*** Data for this exercise ***

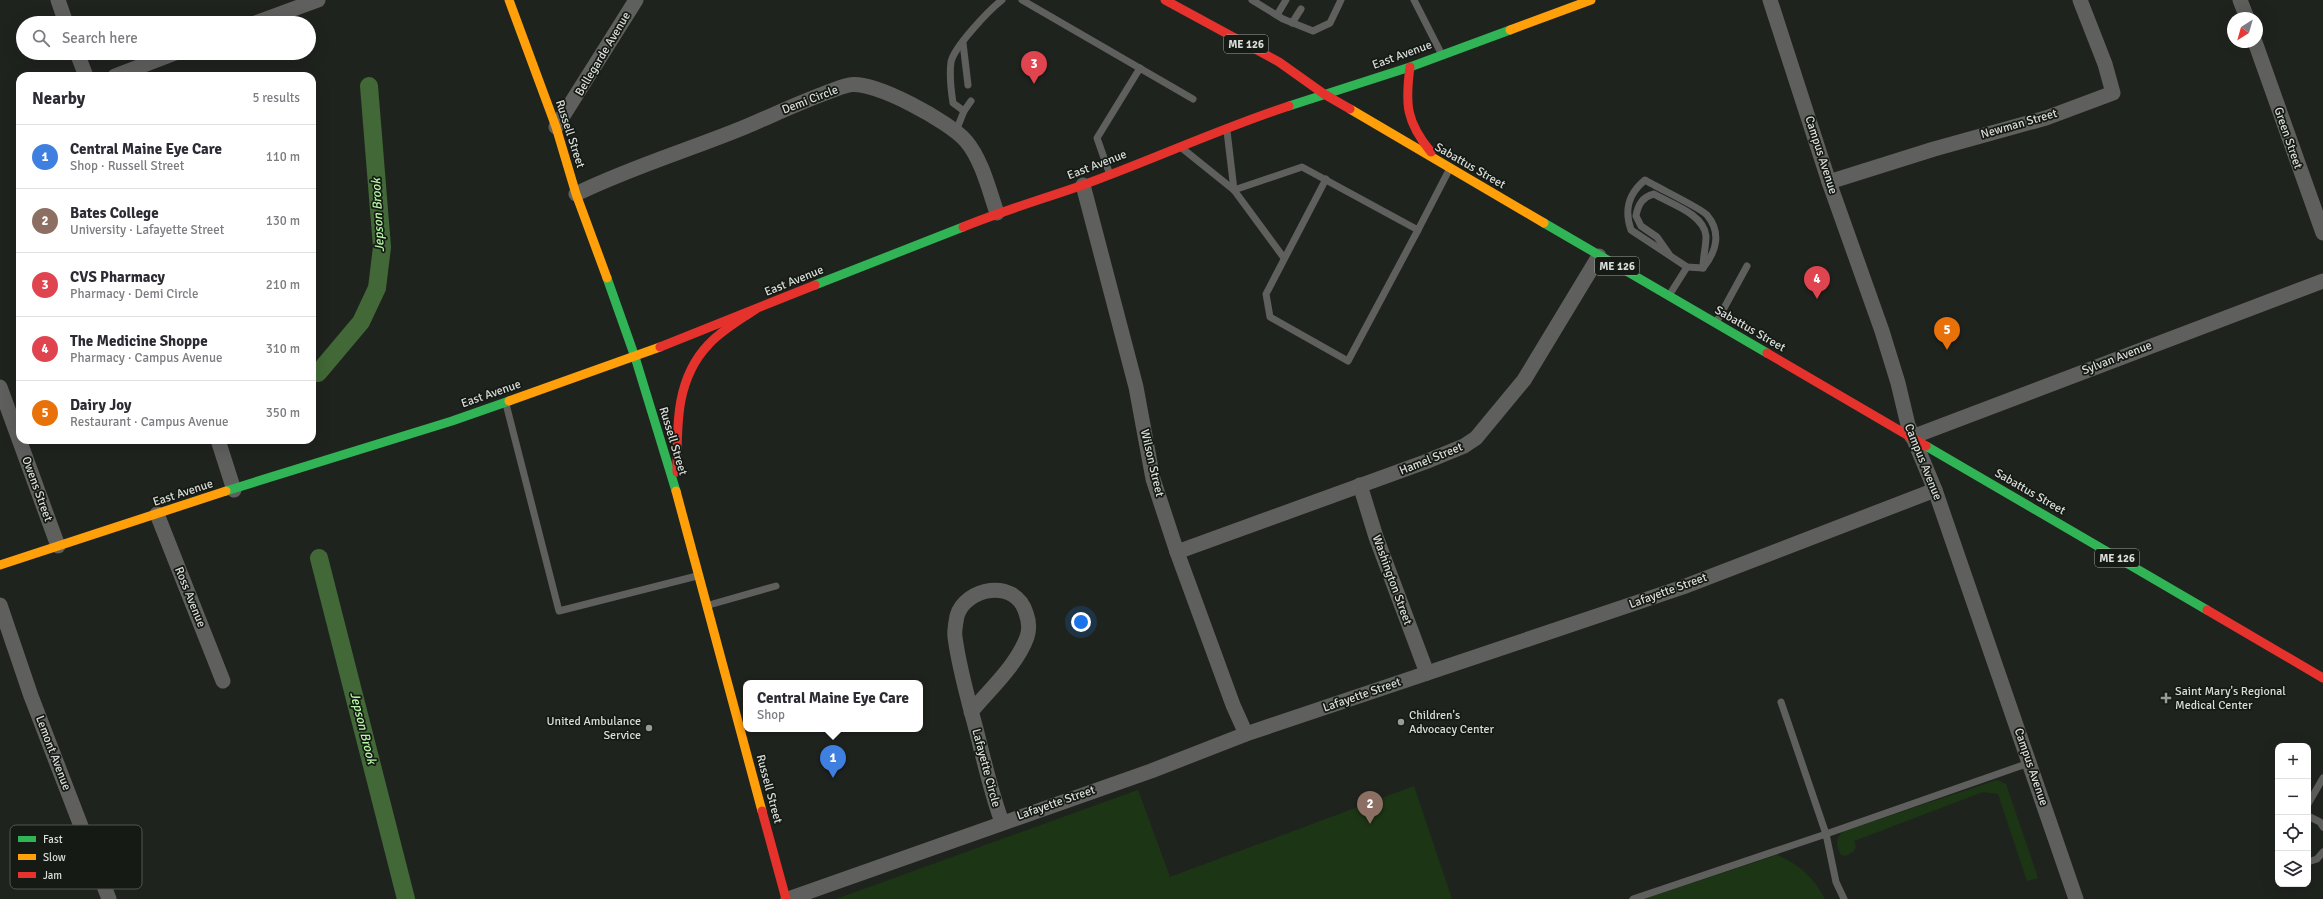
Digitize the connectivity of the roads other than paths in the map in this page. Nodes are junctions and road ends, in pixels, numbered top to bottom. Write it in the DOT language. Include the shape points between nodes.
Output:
graph roads {
  1 [pos="58,0"];
  2 [pos="318,0"];
  3 [pos="509,0"];
  4 [pos="636,0"];
  5 [pos="1002,0"];
  6 [pos="1022,0"];
  7 [pos="1165,0"];
  8 [pos="1252,0"];
  9 [pos="1286,0"];
  10 [pos="1341,0"];
  11 [pos="1414,0"];
  12 [pos="1591,0"];
  13 [pos="1770,0"];
  14 [pos="2080,0"];
  15 [pos="2240,0"];
  16 [pos="1262,3"];
  17 [pos="1301,9"];
  18 [pos="2245,12"];
  19 [pos="1276,15"];
  20 [pos="64,16"];
  21 [pos="274,16"];
  22 [pos="1292,23"];
  23 [pos="963,43"];
  24 [pos="2257,48"];
  25 [pos="1442,54"];
  26 [pos="80,60"];
  27 [pos="157,60"];
  28 [pos="1410,67"];
  29 [pos="1140,68"];
  30 [pos="84,72"];
  31 [pos="125,72"];
  32 [pos="968,85"];
  33 [pos="1324,94"];
  34 [pos="1193,98"];
  35 [pos="971,101"];
  36 [pos="964,111"];
  37 [pos="556,128"];
  38 [pos="1226,128"];
  39 [pos="956,131"];
  40 [pos="1180,147"];
  41 [pos="1446,166"];
  42 [pos="1110,174"];
  43 [pos="1326,180"];
  44 [pos="1829,182"];
  45 [pos="1082,184"];
  46 [pos="1234,190"];
  47 [pos="576,194"];
  48 [pos="997,213"];
  49 [pos="1418,230"];
  50 [pos="2323,233"];
  51 [pos="1599,256"];
  52 [pos="1670,256"];
  53 [pos="1284,258"];
  54 [pos="1748,266"];
  55 [pos="1687,267"];
  56 [pos="1703,268"];
  57 [pos="2323,281"];
  58 [pos="1669,296"];
  59 [pos="756,309"];
  60 [pos="1716,323"];
  61 [pos="635,357"];
  62 [pos="0,386"];
  63 [pos="506,402"];
  64 [pos="16,430"];
  65 [pos="1912,437"];
  66 [pos="21,444"];
  67 [pos="219,444"];
  68 [pos="1360,486"];
  69 [pos="234,490"];
  70 [pos="1935,490"];
  71 [pos="676,491"];
  72 [pos="157,514"];
  73 [pos="58,546"];
  74 [pos="1177,552"];
  75 [pos="0,565"];
  76 [pos="699,575"];
  77 [pos="776,586"];
  78 [pos="0,605"];
  79 [pos="707,606"];
  80 [pos="2323,664"];
  81 [pos="2309,669"];
  82 [pos="1427,673"];
  83 [pos="2323,678"];
  84 [pos="223,681"];
  85 [pos="1781,702"];
  86 [pos="971,712"];
  87 [pos="1246,734"];
  88 [pos="2029,763"];
  89 [pos="2323,778"];
  90 [pos="2311,799"];
  91 [pos="2311,818"];
  92 [pos="1002,822"];
  93 [pos="81,825"];
  94 [pos="2323,827"];
  95 [pos="1826,834"];
  96 [pos="2323,852"];
  97 [pos="2311,861"];
  98 [pos="105,889"];
  99 [pos="109,899"];
  100 [pos="787,899"];
  101 [pos="1633,899"];
  102 [pos="1844,899"];
  103 [pos="2076,899"];
  1 -- 20 [label="street"];
  2 -- 21 [label="street"];
  3 -- 37 [label="main road, Russell Street"];
  4 -- 37 [label="street, Bellegarde Avenue"];
  5 -- 23 [label="lane" via="986,13"];
  6 -- 29 [label="lane"];
  7 -- 33 [label="main road, Sabattus Street / ME 126" via="1279,62"];
  8 -- 16 [label="lane"];
  9 -- 19 [label="lane"];
  10 -- 22 [label="lane" via="1330,23 1314,31"];
  11 -- 25 [label="lane"];
  12 -- 25 [label="main road, East Avenue"];
  13 -- 44 [label="street, Campus Avenue"];
  14 -- 44 [label="street, Newman Street" via="2105,64 2113,93 2046,118"];
  15 -- 18 [label="street"];
  16 -- 19 [label="lane"];
  17 -- 22 [label="lane"];
  19 -- 22 [label="lane"];
  23 -- 32 [label="lane"];
  23 -- 36 [label="lane" via="951,60 950,88 953,103"];
  24 -- 50 [label="street, Green Street"];
  25 -- 28 [label="main road, East Avenue"];
  26 -- 30 [label="street"];
  27 -- 31 [label="street"];
  28 -- 33 [label="main road, East Avenue"];
  28 -- 41 [label="main road" via="1406,105 1410,124 1420,140"];
  29 -- 34 [label="lane"];
  29 -- 42 [label="lane" via="1097,138"];
  33 -- 38 [label="main road, East Avenue"];
  33 -- 41 [label="main road, Sabattus Street / ME 126"];
  35 -- 36 [label="lane"];
  36 -- 39 [label="lane"];
  37 -- 47 [label="main road, Russell Street"];
  38 -- 40 [label="main road, East Avenue"];
  38 -- 46 [label="lane"];
  39 -- 47 [label="street, Demi Circle" via="884,92 866,85 849,85 792,106 744,128 612,177"];
  39 -- 48 [label="street, Demi Circle" via="975,153"];
  40 -- 42 [label="main road, East Avenue"];
  40 -- 46 [label="lane"];
  41 -- 49 [label="lane"];
  41 -- 51 [label="main road, Sabattus Street / ME 126"];
  42 -- 45 [label="main road, East Avenue"];
  43 -- 46 [label="lane" via="1302,166"];
  43 -- 49 [label="lane"];
  43 -- 53 [label="lane"];
  44 -- 65 [label="street, Campus Avenue" via="1882,331"];
  45 -- 48 [label="main road, East Avenue"];
  45 -- 74 [label="street, Wilson Street" via="1136,387 1153,479"];
  46 -- 53 [label="lane"];
  47 -- 61 [label="main road, Russell Street"];
  48 -- 59 [label="main road, East Avenue"];
  49 -- 53 [label="lane" via="1348,360 1270,317 1266,294"];
  51 -- 58 [label="main road, Sabattus Street / ME 126"];
  51 -- 68 [label="street, Hamel Street" via="1524,380 1476,438 1464,446"];
  52 -- 55 [label="lane"];
  52 -- 56 [label="lane" via="1657,236 1642,226 1636,216 1642,200 1648,195 1654,194 1696,218 1702,225 1706,242"];
  52 -- 56 [label="lane" via="1631,230 1627,206 1635,188 1645,180 1706,214 1713,226 1716,248"];
  54 -- 60 [label="lane"];
  55 -- 56 [label="lane"];
  55 -- 58 [label="lane"];
  57 -- 65 [label="street, Sylvan Avenue"];
  58 -- 60 [label="main road, Sabattus Street / ME 126"];
  59 -- 61 [label="main road, East Avenue"];
  59 -- 71 [label="main road" via="710,343 691,368 680,396"];
  60 -- 65 [label="main road, Sabattus Street / ME 126"];
  61 -- 63 [label="main road, East Avenue"];
  61 -- 71 [label="main road, Russell Street"];
  62 -- 64 [label="street, Owens Street"];
  63 -- 69 [label="main road, East Avenue"];
  63 -- 76 [label="lane" via="559,611"];
  65 -- 70 [label="street, Campus Avenue"];
  65 -- 81 [label="main road, Sabattus Street / ME 126"];
  66 -- 73 [label="street, Owens Street"];
  67 -- 69 [label="street"];
  68 -- 74 [label="street, Hamel Street"];
  68 -- 82 [label="street, Washington Street" via="1376,537"];
  69 -- 72 [label="main road, East Avenue"];
  70 -- 82 [label="street, Lafayette Street" via="1682,587"];
  70 -- 88 [label="street, Campus Avenue"];
  71 -- 76 [label="main road, Russell Street"];
  72 -- 73 [label="main road, East Avenue"];
  72 -- 84 [label="street, Ross Avenue"];
  73 -- 75 [label="main road, East Avenue"];
  74 -- 87 [label="street, Wilson Street"];
  76 -- 79 [label="main road, Russell Street"];
  77 -- 79 [label="lane"];
  78 -- 93 [label="street, Lemont Avenue" via="31,696"];
  79 -- 100 [label="main road, Russell Street"];
  80 -- 81 [label="street"];
  81 -- 83 [label="main road, Sabattus Street / ME 126"];
  82 -- 87 [label="street, Lafayette Street"];
  85 -- 95 [label="lane"];
  86 -- 86 [label="street, Lafayette Circle" via="1014,659 1027,638 1029,628 1024,607 1018,597 1002,590 973,597 957,615 954,635"];
  86 -- 92 [label="street, Lafayette Circle"];
  87 -- 92 [label="street, Lafayette Street" via="1152,771"];
  88 -- 95 [label="lane"];
  88 -- 103 [label="street, Campus Avenue"];
  89 -- 90 [label="lane"];
  91 -- 94 [label="lane" via="2320,822"];
  92 -- 100 [label="street, Lafayette Street"];
  95 -- 101 [label="lane"];
  95 -- 102 [label="lane" via="1835,875"];
  96 -- 97 [label="lane"];
  98 -- 99 [label="street, Lemont Avenue"];
}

***

### [Activity]
Pull out every line of the records that includes the string "Circle".

### [Completed task]
  39 -- 47 [label="street, Demi Circle" via="884,92 866,85 849,85 792,106 744,128 612,177"];
  39 -- 48 [label="street, Demi Circle" via="975,153"];
  86 -- 86 [label="street, Lafayette Circle" via="1014,659 1027,638 1029,628 1024,607 1018,597 1002,590 973,597 957,615 954,635"];
  86 -- 92 [label="street, Lafayette Circle"];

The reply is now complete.